*** Opening Available data ***
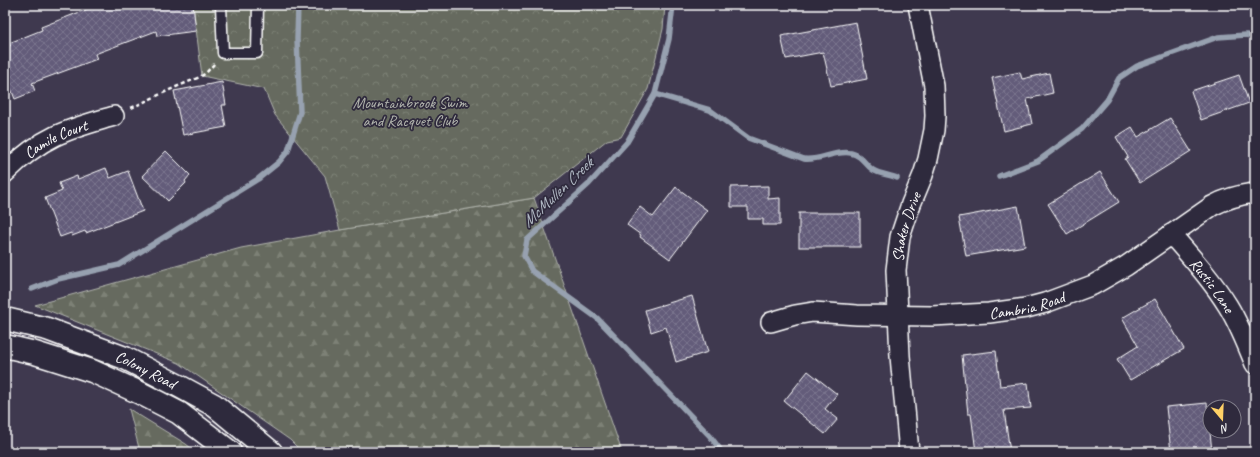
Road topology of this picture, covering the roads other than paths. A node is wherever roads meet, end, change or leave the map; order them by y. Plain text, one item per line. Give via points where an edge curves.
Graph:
1 (221, 5) edge
2 (258, 5) edge
3 (918, 5) edge
4 (114, 116) road end
5 (5, 173) edge
6 (1254, 193) edge
7 (1171, 234) junction
8 (897, 315) junction
9 (5, 319) edge
10 (772, 322) dead end
11 (5, 346) edge
12 (1255, 364) edge
13 (230, 452) edge
14 (271, 452) edge
15 (909, 452) edge

1 - 2 lane via 223,53 257,53
3 - 8 street, Shaker Drive via 934,86 935,116 932,145 924,175 900,237 896,270
4 - 5 street, Camile Court via 54,136 19,159
6 - 7 street, Cambria Road via 1222,201
7 - 8 street, Cambria Road via 1126,266 1093,285 1045,303 989,313
7 - 12 street, Rustic Lane via 1228,305 1242,330
8 - 10 street, Cambria Road via 813,312
8 - 15 street, Shaker Drive
9 - 14 main road, Colony Road via 47,329 132,362 214,405
11 - 13 main road, Colony Road via 92,371 140,393 179,413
*** Closing Available data ***
For every entry above, write it out exactly and remove any image.

*Written solution:*
Road topology of this picture, covering the roads other than paths. A node is wherever roads meet, end, change or leave the map; order them by y. Plain text, one item per line. Give via points where an edge curves.
Graph:
1 (221, 5) edge
2 (258, 5) edge
3 (918, 5) edge
4 (114, 116) road end
5 (5, 173) edge
6 (1254, 193) edge
7 (1171, 234) junction
8 (897, 315) junction
9 (5, 319) edge
10 (772, 322) dead end
11 (5, 346) edge
12 (1255, 364) edge
13 (230, 452) edge
14 (271, 452) edge
15 (909, 452) edge

1 - 2 lane via 223,53 257,53
3 - 8 street, Shaker Drive via 934,86 935,116 932,145 924,175 900,237 896,270
4 - 5 street, Camile Court via 54,136 19,159
6 - 7 street, Cambria Road via 1222,201
7 - 8 street, Cambria Road via 1126,266 1093,285 1045,303 989,313
7 - 12 street, Rustic Lane via 1228,305 1242,330
8 - 10 street, Cambria Road via 813,312
8 - 15 street, Shaker Drive
9 - 14 main road, Colony Road via 47,329 132,362 214,405
11 - 13 main road, Colony Road via 92,371 140,393 179,413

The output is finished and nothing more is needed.